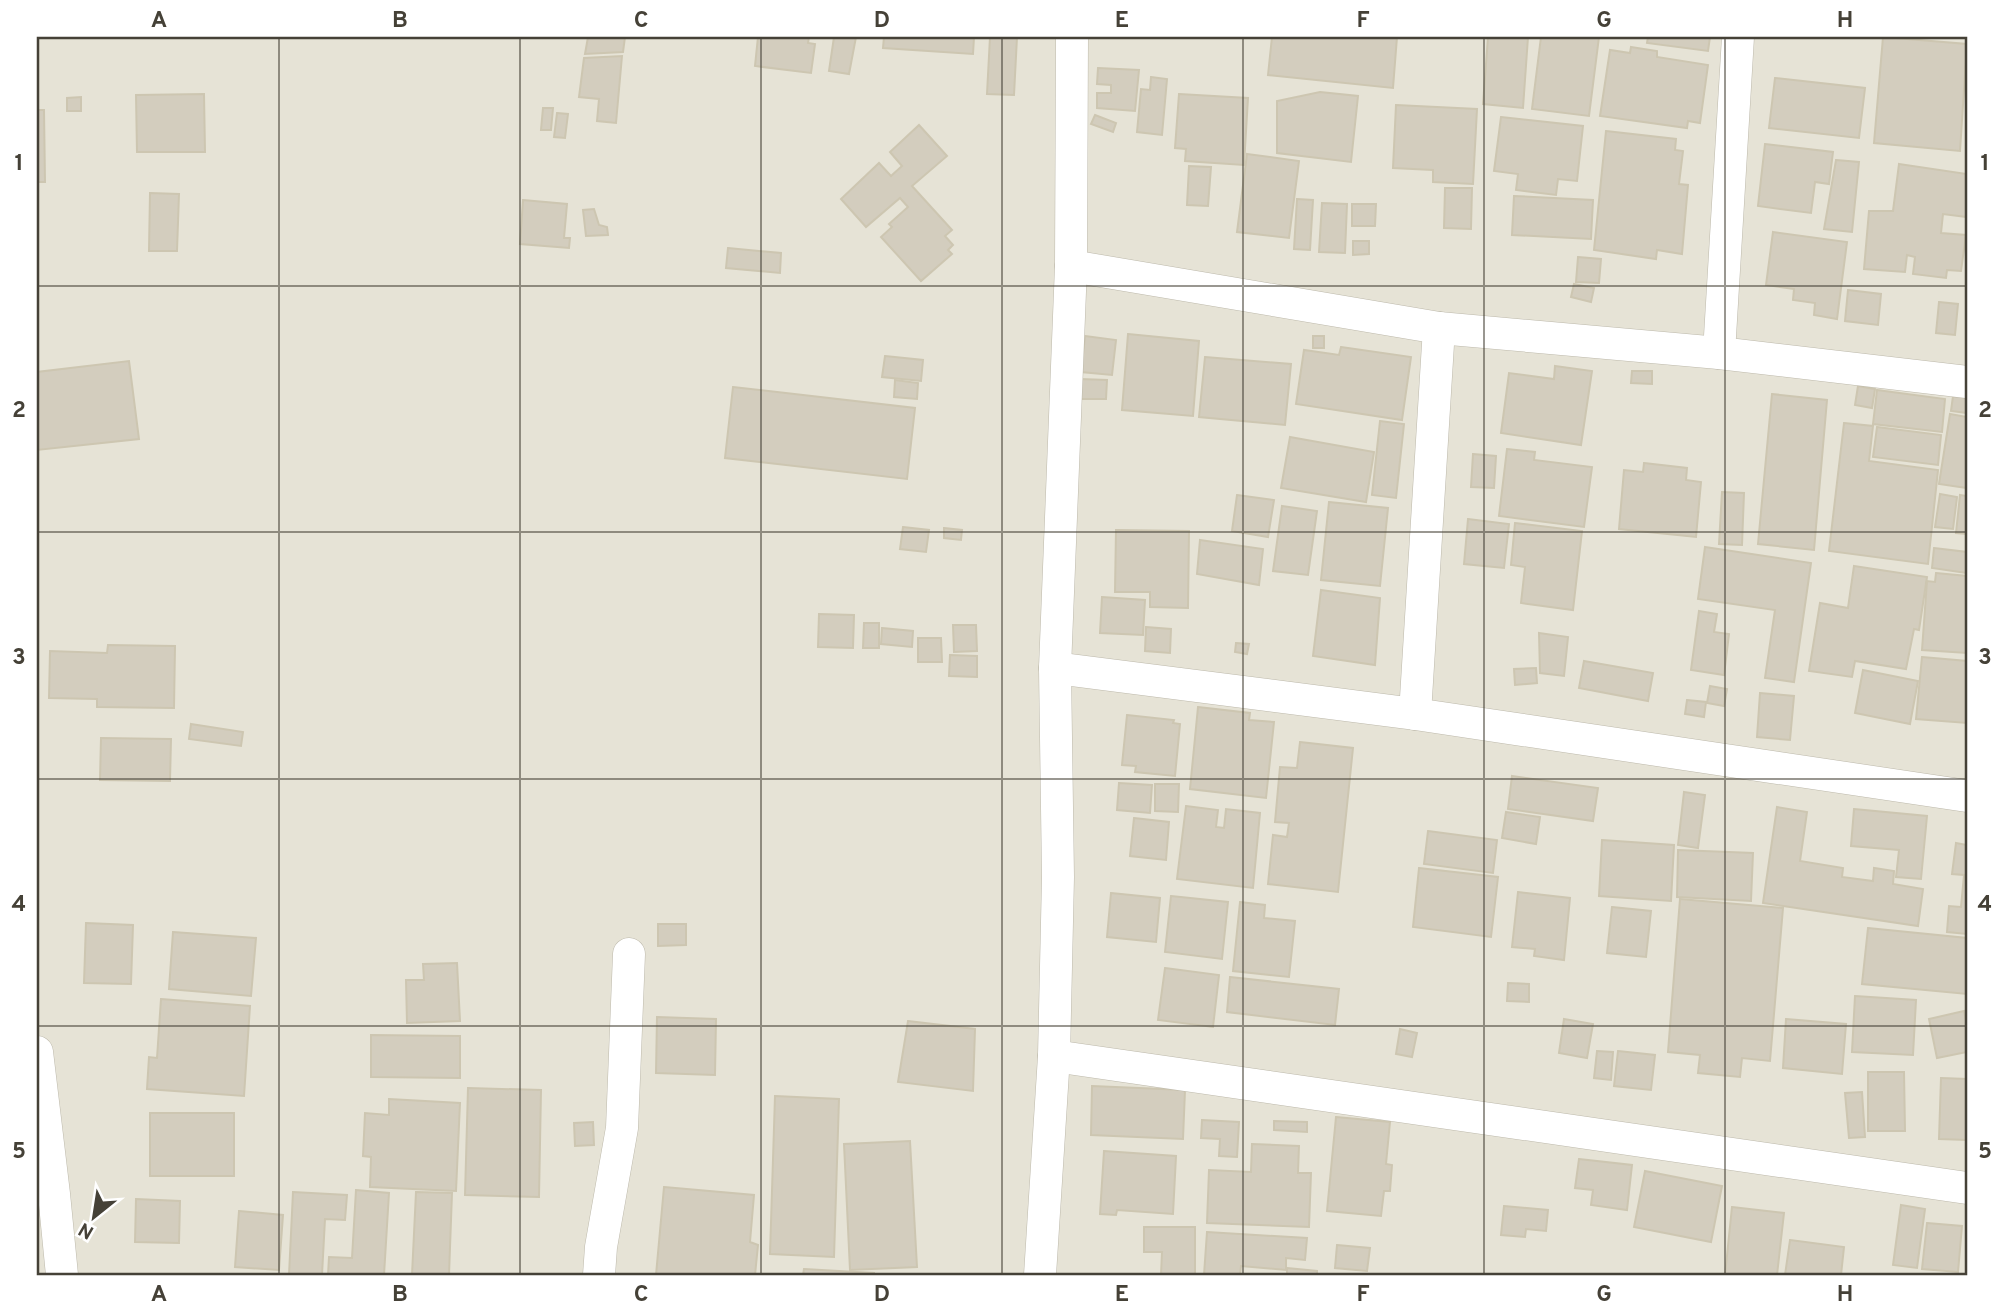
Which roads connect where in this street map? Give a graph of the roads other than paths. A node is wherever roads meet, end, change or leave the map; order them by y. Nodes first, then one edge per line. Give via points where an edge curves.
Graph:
1 (1072, 37) edge
2 (1738, 37) edge
3 (1071, 266) junction
4 (1439, 328) junction
5 (1719, 353) junction
6 (1967, 382) edge
7 (1055, 668) junction
8 (1415, 714) junction
9 (1967, 796) edge
10 (629, 954) dead end
11 (37, 1052) edge
12 (1054, 1056) junction
13 (1967, 1188) edge
14 (62, 1275) edge
15 (599, 1275) edge
16 (1040, 1275) edge

1 - 3 street
2 - 5 street
3 - 4 street
3 - 7 street
4 - 5 street
4 - 8 street
5 - 6 street
7 - 8 street
7 - 12 street via 1058,877
8 - 9 street
10 - 15 street via 622,1128
11 - 14 street
12 - 13 street
12 - 16 street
——————————
# [What the task asks]
Transcribe every entry above exactly. Omit all pictures.

# [Task response]
Which roads connect where in this street map? Give a graph of the roads other than paths. A node is wherever roads meet, end, change or leave the map; order them by y. Nodes first, then one edge per line. Give via points where an edge curves.
Graph:
1 (1072, 37) edge
2 (1738, 37) edge
3 (1071, 266) junction
4 (1439, 328) junction
5 (1719, 353) junction
6 (1967, 382) edge
7 (1055, 668) junction
8 (1415, 714) junction
9 (1967, 796) edge
10 (629, 954) dead end
11 (37, 1052) edge
12 (1054, 1056) junction
13 (1967, 1188) edge
14 (62, 1275) edge
15 (599, 1275) edge
16 (1040, 1275) edge

1 - 3 street
2 - 5 street
3 - 4 street
3 - 7 street
4 - 5 street
4 - 8 street
5 - 6 street
7 - 8 street
7 - 12 street via 1058,877
8 - 9 street
10 - 15 street via 622,1128
11 - 14 street
12 - 13 street
12 - 16 street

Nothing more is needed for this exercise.